Muito barulho se tem feito na Zoologia ao longos dos anos em torno de um pequeno animal que passa a vida enterrado na areia do mar, pacificamente filtrando seus alimentos. Inicialmente classificado como um molusco, o anfioxo foi promovido ao nosso filo*, o dos Cordados, em virtude do seu cordão nervoso dorsal e notocorda**. O primeiro a reconhecer as afinidades dos anfioxos com os vertebrados foi Alexander Kowalevsky, em monografia submetida à Academia Imperial de São Petersburgo em 1866. O grupo dos anfioxos (os Cefalocordados) foi durante muito tempo considerado como o ramo mais próximo dos vertebrados na Evolução. O interesse solidificou-se definitivamente quando possíveis fósseis de Cefalocordados foram identificados em rochas do Cambriano, com mais de 500 milhões de anos de idade. Seriam possivelmente os primeiros Cordados. Uma ascenção meteórica para um bicho descrito por um investigador como "um filete de anchova palidamente animado". Até que entra em cena a Genómica...

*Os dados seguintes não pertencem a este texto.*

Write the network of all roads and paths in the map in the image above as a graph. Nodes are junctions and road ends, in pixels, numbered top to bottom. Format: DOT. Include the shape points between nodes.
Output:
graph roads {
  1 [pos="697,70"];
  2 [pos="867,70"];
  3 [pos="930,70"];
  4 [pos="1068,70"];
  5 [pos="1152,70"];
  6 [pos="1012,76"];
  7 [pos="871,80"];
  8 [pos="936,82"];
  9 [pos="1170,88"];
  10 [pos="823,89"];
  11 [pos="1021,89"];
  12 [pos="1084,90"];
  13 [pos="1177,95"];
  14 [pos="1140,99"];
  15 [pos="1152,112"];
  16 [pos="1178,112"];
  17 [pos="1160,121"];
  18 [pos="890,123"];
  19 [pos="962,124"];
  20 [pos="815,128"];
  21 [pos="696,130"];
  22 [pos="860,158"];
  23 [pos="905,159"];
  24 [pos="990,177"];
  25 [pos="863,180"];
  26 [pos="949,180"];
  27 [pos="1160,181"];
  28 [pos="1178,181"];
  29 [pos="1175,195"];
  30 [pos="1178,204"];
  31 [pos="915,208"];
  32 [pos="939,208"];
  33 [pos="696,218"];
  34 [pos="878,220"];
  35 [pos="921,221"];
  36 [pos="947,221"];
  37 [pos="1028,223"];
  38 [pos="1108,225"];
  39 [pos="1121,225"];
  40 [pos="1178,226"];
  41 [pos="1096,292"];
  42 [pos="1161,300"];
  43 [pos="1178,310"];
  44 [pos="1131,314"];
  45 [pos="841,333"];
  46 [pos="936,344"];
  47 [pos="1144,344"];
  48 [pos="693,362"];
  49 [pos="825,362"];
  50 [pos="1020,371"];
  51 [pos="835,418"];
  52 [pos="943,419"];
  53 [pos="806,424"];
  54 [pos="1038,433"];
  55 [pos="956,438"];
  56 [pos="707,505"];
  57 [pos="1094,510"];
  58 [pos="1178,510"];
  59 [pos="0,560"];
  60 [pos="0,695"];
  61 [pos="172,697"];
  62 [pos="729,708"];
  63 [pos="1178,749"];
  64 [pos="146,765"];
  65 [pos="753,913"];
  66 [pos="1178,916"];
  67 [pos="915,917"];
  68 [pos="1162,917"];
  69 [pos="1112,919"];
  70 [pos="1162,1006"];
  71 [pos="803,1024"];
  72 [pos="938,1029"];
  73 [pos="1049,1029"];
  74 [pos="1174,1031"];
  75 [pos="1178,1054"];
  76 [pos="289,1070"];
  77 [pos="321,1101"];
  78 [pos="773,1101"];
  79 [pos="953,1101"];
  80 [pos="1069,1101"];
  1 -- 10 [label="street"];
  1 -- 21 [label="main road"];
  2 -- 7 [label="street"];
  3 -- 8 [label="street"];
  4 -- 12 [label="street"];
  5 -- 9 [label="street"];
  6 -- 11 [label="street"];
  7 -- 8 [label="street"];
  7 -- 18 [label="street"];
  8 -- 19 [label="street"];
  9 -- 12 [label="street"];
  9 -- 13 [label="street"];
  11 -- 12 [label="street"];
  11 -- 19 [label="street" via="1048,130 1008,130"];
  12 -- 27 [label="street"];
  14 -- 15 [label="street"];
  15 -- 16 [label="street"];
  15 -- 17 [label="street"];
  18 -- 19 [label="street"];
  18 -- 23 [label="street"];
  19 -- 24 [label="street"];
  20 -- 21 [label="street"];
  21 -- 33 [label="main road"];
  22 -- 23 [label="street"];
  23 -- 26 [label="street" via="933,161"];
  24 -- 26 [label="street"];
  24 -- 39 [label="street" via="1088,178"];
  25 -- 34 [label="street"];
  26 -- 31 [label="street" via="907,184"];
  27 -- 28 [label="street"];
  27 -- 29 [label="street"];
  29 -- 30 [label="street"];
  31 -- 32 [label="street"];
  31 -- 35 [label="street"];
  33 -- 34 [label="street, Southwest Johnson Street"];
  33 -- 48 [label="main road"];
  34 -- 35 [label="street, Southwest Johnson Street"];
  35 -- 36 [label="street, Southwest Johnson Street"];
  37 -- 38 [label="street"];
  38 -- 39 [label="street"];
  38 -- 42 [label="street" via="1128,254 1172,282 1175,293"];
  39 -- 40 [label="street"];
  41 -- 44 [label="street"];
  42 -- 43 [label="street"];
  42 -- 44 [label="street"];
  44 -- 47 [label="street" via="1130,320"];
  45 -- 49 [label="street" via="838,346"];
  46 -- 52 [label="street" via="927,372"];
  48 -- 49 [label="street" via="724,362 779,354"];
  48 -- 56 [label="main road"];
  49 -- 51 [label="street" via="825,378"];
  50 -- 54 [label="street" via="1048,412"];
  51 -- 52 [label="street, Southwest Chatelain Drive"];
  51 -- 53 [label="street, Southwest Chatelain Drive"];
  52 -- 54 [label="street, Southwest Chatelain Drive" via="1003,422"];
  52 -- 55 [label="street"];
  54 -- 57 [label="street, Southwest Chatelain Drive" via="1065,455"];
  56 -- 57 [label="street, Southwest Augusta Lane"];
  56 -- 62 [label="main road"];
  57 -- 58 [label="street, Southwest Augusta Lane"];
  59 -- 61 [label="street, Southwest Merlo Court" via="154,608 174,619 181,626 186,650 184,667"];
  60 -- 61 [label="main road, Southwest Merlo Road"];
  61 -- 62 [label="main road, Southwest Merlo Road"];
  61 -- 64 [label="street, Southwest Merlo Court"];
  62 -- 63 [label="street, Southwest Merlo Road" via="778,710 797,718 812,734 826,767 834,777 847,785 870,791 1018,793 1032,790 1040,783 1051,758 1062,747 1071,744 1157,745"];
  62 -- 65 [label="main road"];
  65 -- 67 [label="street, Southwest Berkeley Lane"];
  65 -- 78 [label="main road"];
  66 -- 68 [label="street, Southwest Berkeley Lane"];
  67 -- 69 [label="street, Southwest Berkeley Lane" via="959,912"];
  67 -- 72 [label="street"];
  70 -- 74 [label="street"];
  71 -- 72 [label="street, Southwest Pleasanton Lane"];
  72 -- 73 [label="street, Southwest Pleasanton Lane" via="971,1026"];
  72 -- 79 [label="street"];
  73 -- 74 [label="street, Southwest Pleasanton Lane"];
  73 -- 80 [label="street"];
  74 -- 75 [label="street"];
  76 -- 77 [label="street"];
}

Nos últimos ano alguns consórcios internacionais têm-se dedicado a sequenciar os genomas completos dos Cordados sem vértebras, numa tentativa de identificar os nossos parentes. A partir de 2002 a genética ligou intimamente os vertebrados a um grupo esquisito, os Urocordados (na figura abaixo, Tunicados). Animais marinhos que vivem em colonias sésseis, os urocordados mais parecem anémonas do mar do que qualquer outra coisa. Demonstrando uma certa tendência para usar os moluscos como uma espécie de "arquivo X" da classificação, Charles Darwin, entre outros, acreditava que os Urocordados pertenceriam a este grupo. Segundo o modelo actual, os tunicados teriam evoluido no seu estilo de vida sedentário tardiamente, no seu estado ancestral seriam um ser natatório, de vida livre. Não é tão improvável como soa- o estágio larval dos tunicados ainda guarda estas características.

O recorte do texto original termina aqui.